## Available data

****************************************

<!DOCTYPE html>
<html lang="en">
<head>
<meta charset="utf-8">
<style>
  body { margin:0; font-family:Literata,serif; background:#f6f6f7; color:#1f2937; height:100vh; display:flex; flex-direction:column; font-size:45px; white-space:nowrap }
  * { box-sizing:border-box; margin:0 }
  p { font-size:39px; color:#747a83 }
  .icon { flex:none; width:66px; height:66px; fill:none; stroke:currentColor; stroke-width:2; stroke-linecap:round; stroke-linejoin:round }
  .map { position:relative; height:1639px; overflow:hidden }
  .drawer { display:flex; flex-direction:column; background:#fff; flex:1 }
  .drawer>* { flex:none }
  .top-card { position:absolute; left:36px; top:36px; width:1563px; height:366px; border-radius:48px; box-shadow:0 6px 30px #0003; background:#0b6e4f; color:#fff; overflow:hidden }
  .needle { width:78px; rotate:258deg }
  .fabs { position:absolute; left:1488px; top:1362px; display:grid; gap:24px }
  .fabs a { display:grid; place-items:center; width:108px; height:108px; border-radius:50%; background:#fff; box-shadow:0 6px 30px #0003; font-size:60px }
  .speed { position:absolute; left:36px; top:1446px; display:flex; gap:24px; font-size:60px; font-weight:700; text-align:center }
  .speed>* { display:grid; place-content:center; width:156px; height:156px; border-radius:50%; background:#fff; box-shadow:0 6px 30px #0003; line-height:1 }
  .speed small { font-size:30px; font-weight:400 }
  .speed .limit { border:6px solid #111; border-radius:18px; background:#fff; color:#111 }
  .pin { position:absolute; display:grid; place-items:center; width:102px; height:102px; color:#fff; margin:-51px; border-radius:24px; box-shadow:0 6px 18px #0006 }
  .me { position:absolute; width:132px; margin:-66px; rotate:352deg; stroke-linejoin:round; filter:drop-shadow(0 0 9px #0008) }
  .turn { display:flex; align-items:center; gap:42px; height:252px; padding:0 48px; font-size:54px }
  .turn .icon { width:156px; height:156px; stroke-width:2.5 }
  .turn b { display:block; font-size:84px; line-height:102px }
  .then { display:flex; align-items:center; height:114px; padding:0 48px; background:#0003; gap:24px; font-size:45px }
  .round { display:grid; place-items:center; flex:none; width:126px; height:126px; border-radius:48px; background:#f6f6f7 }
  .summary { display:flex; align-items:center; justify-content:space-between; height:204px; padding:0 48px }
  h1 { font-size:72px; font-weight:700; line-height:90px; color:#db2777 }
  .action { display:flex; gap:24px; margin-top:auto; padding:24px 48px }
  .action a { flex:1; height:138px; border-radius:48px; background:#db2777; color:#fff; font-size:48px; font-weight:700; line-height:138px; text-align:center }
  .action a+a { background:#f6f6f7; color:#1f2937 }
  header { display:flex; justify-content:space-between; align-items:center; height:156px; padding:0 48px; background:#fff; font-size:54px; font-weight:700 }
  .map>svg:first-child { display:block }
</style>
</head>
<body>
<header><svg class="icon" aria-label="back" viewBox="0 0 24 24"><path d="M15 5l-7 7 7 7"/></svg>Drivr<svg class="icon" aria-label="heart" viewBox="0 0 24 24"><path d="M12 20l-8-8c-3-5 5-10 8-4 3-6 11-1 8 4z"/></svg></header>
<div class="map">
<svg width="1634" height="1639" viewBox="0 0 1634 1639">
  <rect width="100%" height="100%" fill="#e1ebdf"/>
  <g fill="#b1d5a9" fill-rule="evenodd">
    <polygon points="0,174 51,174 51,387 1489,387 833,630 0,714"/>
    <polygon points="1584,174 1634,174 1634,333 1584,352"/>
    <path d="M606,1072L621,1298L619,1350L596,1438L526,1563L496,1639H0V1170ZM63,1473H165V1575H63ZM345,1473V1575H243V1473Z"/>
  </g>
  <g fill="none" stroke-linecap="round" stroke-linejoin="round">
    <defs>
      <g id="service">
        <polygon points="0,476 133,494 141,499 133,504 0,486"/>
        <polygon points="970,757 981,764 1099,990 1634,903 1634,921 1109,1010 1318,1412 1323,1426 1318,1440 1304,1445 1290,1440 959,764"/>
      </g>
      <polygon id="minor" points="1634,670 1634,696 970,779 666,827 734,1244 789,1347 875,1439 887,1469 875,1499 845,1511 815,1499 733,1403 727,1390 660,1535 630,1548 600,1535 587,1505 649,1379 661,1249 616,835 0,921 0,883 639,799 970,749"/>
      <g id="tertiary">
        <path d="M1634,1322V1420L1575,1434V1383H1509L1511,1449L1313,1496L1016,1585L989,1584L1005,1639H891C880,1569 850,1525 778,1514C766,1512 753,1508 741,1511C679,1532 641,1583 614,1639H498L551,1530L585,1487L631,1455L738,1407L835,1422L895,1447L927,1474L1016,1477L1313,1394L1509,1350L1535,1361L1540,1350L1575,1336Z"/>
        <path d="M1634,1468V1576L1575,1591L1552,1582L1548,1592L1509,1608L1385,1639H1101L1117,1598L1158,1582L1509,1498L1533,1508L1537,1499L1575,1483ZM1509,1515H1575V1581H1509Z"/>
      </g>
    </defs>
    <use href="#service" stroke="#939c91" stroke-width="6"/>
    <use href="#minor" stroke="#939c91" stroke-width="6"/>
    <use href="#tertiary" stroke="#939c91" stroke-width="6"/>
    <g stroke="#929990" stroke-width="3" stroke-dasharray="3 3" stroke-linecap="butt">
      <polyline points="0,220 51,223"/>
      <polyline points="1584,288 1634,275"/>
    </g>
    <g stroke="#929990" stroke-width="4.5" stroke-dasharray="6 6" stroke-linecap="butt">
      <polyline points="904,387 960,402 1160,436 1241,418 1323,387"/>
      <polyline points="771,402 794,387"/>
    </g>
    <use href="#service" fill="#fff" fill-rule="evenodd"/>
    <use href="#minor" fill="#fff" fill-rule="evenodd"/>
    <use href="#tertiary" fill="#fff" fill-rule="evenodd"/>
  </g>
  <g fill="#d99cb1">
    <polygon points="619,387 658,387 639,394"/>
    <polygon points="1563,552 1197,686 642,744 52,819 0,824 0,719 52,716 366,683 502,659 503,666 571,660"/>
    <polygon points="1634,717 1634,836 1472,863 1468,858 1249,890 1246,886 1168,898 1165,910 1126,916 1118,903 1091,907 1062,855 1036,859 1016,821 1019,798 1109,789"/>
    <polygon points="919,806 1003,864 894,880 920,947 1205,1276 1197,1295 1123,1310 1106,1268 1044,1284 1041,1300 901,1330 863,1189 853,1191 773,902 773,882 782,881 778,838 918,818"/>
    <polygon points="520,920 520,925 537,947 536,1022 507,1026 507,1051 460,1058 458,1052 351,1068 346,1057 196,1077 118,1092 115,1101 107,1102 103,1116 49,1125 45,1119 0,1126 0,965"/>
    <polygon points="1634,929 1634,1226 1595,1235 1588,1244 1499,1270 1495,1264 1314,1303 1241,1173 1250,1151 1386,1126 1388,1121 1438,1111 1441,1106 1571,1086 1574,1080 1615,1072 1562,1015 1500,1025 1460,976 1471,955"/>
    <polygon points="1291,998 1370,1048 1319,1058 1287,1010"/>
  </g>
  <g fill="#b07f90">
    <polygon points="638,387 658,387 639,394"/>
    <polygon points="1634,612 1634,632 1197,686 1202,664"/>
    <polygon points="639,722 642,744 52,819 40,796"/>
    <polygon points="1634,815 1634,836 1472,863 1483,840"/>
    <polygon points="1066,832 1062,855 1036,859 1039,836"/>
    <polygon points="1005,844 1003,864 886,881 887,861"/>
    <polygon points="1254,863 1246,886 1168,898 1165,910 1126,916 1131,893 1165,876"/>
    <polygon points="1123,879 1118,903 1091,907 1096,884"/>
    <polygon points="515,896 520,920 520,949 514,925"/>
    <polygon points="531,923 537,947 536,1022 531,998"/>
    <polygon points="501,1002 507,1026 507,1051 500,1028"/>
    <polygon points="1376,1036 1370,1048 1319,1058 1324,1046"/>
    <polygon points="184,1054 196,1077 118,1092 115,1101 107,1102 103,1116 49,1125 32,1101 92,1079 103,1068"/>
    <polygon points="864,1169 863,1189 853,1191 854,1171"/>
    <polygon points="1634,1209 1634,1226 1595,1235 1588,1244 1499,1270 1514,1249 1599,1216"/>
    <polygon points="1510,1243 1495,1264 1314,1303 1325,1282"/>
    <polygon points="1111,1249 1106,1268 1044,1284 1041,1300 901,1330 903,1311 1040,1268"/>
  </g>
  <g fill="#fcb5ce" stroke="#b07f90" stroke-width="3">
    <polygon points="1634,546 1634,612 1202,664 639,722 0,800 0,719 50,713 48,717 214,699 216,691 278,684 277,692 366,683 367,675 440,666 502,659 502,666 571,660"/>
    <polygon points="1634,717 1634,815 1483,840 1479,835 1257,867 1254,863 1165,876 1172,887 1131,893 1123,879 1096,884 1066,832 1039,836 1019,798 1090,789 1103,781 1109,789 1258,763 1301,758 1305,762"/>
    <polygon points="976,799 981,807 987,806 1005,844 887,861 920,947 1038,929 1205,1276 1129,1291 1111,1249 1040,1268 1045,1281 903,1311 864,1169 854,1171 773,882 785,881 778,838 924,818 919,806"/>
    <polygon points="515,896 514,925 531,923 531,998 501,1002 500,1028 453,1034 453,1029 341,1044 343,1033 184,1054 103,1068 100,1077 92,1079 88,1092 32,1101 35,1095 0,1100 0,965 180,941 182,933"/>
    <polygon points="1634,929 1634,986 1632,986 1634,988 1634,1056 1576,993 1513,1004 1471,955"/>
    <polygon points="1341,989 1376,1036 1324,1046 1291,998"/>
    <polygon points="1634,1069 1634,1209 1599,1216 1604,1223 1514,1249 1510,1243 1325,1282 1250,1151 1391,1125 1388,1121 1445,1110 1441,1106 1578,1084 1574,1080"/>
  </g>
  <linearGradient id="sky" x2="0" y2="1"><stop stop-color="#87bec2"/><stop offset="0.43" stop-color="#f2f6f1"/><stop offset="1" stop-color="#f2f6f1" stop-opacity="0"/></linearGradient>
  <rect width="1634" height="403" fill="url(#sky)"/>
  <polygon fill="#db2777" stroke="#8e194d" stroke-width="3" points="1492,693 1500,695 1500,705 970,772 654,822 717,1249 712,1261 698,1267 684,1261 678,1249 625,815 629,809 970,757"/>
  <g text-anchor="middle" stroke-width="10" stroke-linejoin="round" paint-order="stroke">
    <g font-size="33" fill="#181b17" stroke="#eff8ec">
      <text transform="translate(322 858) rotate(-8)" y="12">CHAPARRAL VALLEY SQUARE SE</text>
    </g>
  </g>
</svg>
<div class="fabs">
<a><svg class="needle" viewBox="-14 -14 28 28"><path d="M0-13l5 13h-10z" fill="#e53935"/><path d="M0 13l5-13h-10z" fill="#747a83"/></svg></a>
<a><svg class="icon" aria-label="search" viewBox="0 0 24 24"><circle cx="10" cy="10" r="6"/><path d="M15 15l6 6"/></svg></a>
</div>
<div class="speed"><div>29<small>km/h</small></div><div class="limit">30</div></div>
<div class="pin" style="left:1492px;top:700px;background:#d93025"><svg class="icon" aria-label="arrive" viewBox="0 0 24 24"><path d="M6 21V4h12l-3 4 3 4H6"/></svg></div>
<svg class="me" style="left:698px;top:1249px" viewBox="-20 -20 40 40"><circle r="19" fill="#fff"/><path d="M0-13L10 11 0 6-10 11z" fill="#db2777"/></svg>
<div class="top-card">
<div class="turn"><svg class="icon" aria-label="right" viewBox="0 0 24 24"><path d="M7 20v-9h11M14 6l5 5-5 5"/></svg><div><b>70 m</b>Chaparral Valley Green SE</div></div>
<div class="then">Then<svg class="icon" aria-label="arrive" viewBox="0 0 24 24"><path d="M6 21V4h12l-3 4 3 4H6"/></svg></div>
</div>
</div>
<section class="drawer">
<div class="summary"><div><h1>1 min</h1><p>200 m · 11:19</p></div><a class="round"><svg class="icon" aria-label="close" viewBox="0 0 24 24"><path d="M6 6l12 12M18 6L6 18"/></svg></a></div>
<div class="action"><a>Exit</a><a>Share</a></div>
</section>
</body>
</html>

****************************************

## Work instruction
From the data above, output exactly the lines between the one containing "position:absolute; left:1488px; top:1362px;" and the one containing "position:absolute; left:36px; top:1446px;", counting both of them.

## Task output
  .fabs { position:absolute; left:1488px; top:1362px; display:grid; gap:24px }
  .fabs a { display:grid; place-items:center; width:108px; height:108px; border-radius:50%; background:#fff; box-shadow:0 6px 30px #0003; font-size:60px }
  .speed { position:absolute; left:36px; top:1446px; display:flex; gap:24px; font-size:60px; font-weight:700; text-align:center }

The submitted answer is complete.